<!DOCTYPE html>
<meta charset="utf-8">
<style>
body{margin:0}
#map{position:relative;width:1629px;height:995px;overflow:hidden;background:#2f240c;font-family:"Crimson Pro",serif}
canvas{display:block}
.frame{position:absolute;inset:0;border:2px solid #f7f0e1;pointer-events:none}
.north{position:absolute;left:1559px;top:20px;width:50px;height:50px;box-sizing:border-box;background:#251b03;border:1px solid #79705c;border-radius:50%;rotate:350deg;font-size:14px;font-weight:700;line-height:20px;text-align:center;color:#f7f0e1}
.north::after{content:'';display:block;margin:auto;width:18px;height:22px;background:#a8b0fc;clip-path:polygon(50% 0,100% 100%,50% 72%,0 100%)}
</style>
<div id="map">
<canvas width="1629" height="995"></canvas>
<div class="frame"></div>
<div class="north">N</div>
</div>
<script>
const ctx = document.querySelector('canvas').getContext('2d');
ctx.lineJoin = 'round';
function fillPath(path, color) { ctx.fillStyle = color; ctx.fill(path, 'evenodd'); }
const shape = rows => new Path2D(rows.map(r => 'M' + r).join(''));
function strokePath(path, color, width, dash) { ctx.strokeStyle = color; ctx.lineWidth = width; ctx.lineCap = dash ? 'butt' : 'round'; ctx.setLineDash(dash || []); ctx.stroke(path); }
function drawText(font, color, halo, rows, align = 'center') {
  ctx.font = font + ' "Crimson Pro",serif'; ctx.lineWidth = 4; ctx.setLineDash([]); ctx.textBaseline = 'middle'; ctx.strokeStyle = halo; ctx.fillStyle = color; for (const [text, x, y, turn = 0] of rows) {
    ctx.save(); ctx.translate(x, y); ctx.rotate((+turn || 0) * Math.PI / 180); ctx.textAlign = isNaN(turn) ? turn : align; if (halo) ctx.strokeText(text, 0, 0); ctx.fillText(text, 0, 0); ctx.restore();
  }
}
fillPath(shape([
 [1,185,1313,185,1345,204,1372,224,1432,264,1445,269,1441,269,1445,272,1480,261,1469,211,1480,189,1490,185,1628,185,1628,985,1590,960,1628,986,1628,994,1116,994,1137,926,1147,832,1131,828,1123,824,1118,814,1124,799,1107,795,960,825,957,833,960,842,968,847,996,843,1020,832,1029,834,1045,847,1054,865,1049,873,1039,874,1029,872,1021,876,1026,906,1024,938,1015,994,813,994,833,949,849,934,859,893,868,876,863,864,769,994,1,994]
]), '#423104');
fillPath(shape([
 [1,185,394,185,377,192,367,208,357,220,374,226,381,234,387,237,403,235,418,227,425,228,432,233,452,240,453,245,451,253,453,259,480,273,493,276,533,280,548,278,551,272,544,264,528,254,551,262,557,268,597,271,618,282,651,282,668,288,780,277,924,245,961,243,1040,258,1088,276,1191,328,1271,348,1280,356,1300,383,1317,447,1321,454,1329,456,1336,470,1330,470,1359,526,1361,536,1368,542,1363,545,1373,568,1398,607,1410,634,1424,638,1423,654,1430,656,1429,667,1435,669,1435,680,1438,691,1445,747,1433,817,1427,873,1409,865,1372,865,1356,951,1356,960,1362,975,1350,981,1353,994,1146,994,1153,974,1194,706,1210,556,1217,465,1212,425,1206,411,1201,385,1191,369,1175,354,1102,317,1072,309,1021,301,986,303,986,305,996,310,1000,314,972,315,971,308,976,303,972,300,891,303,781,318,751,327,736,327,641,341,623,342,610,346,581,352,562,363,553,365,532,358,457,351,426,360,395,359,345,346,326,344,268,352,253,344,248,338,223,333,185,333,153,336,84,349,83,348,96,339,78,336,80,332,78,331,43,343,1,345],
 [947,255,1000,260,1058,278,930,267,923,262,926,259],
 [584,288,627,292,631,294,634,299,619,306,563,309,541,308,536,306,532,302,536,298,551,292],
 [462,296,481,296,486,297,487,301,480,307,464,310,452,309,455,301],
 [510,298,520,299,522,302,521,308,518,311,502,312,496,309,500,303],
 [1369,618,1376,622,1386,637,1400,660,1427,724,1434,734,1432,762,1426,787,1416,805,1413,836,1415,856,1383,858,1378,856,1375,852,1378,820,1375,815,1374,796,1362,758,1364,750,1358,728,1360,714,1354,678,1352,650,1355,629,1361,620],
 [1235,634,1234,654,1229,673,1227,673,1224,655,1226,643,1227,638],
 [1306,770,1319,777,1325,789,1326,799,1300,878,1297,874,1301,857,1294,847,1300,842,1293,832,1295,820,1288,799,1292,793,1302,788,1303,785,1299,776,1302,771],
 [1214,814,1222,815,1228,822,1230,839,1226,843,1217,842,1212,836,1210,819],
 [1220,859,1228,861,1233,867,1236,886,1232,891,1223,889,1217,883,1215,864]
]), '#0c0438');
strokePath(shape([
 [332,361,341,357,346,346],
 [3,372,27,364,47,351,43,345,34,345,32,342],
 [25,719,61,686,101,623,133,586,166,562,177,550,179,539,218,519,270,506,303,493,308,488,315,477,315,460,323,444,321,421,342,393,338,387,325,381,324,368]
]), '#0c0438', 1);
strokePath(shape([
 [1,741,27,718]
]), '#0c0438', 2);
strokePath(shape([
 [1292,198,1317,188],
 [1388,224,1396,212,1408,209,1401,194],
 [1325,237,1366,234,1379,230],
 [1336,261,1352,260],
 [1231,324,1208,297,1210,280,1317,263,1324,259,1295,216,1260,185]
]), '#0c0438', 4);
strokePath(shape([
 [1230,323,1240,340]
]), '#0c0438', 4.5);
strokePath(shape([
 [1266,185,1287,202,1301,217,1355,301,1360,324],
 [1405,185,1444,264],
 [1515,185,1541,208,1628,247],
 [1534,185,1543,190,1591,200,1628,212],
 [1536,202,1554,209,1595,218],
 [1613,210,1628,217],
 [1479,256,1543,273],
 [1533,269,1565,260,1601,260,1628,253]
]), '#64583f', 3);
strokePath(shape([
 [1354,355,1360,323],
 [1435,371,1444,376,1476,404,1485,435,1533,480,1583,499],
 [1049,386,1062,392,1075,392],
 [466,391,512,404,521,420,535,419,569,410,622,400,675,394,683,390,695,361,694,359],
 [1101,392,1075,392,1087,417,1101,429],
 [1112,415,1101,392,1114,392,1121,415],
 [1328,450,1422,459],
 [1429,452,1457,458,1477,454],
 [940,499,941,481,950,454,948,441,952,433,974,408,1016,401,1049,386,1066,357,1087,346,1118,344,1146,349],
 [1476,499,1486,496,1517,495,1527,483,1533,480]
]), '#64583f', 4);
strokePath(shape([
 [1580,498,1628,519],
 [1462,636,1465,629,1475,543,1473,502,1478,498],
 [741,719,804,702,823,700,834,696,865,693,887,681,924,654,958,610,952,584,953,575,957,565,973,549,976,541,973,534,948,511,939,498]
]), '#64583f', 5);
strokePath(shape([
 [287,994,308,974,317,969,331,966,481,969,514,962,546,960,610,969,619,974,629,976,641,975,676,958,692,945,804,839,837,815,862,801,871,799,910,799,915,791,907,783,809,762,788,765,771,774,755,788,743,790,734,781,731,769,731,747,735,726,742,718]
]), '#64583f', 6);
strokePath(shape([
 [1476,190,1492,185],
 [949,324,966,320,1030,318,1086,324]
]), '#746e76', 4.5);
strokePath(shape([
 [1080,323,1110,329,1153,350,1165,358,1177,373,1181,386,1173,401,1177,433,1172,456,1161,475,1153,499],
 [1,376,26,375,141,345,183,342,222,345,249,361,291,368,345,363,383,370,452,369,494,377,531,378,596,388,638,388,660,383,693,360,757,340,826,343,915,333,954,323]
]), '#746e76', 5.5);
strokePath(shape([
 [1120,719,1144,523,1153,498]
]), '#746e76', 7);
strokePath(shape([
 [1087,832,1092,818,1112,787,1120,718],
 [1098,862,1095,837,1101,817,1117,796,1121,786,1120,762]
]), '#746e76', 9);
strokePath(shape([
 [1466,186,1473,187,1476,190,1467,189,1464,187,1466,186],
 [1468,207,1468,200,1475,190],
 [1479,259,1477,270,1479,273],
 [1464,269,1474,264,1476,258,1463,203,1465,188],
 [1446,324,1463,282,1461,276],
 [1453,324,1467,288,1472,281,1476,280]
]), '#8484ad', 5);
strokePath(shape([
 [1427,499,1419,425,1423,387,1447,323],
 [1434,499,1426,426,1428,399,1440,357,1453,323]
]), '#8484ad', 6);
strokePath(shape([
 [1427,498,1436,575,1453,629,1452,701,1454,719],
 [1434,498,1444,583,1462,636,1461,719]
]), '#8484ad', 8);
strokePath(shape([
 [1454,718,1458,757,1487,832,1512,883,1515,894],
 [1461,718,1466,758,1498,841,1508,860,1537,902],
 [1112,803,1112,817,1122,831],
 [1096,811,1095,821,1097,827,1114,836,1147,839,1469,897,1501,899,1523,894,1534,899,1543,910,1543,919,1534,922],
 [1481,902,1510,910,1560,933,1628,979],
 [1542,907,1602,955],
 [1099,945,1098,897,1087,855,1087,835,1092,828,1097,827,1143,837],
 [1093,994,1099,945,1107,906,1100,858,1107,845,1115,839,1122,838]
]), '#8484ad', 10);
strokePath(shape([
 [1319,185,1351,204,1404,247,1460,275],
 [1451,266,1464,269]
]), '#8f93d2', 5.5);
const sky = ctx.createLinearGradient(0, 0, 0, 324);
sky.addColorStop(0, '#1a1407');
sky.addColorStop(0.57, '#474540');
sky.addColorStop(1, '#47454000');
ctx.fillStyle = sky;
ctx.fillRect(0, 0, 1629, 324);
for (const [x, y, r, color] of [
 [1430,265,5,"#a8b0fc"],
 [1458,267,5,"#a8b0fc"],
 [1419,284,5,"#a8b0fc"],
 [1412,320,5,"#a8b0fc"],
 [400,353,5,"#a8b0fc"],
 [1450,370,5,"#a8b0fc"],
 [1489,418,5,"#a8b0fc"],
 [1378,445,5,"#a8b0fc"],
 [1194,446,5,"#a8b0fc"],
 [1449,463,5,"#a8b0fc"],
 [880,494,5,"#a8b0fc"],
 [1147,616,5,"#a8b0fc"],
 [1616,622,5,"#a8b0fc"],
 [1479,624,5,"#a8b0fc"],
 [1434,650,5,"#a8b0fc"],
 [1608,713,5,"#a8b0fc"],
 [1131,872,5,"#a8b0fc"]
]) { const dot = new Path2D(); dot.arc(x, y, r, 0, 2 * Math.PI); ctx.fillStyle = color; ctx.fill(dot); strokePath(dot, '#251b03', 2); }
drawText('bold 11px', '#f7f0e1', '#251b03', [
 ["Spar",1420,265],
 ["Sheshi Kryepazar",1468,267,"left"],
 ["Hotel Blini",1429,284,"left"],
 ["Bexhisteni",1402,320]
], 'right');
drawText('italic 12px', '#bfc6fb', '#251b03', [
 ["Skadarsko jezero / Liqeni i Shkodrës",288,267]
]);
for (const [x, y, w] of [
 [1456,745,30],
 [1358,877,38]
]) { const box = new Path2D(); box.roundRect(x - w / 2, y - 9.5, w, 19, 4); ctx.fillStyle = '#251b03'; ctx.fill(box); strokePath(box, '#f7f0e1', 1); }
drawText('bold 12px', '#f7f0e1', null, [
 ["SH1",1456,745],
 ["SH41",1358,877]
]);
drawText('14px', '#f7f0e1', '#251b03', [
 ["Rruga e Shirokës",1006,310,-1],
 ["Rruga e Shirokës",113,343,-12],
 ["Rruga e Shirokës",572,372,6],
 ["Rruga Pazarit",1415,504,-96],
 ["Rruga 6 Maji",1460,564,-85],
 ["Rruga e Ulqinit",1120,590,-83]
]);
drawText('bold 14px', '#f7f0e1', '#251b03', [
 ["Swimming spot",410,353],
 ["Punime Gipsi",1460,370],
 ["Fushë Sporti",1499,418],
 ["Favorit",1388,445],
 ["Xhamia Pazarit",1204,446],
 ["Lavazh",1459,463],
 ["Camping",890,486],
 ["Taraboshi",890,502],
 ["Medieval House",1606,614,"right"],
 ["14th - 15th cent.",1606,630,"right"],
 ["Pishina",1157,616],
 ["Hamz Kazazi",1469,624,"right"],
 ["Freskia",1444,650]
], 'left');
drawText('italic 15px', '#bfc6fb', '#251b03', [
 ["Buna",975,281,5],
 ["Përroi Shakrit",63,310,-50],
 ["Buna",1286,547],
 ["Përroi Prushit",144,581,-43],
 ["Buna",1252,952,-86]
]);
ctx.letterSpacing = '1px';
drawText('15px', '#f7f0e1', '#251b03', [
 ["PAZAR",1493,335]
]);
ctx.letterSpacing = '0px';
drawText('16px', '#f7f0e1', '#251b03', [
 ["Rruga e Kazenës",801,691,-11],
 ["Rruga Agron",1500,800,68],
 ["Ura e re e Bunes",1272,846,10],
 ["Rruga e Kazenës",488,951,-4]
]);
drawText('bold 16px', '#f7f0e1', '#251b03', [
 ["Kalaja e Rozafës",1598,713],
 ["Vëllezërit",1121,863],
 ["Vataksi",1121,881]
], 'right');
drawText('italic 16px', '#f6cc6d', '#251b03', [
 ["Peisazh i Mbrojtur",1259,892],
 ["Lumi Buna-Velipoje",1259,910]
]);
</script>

◆ **Description of the task**
Please return each line of the listing above that contains "addColorStop".

◆ **Output of the task**
sky.addColorStop(0, '#1a1407');
sky.addColorStop(0.57, '#474540');
sky.addColorStop(1, '#47454000');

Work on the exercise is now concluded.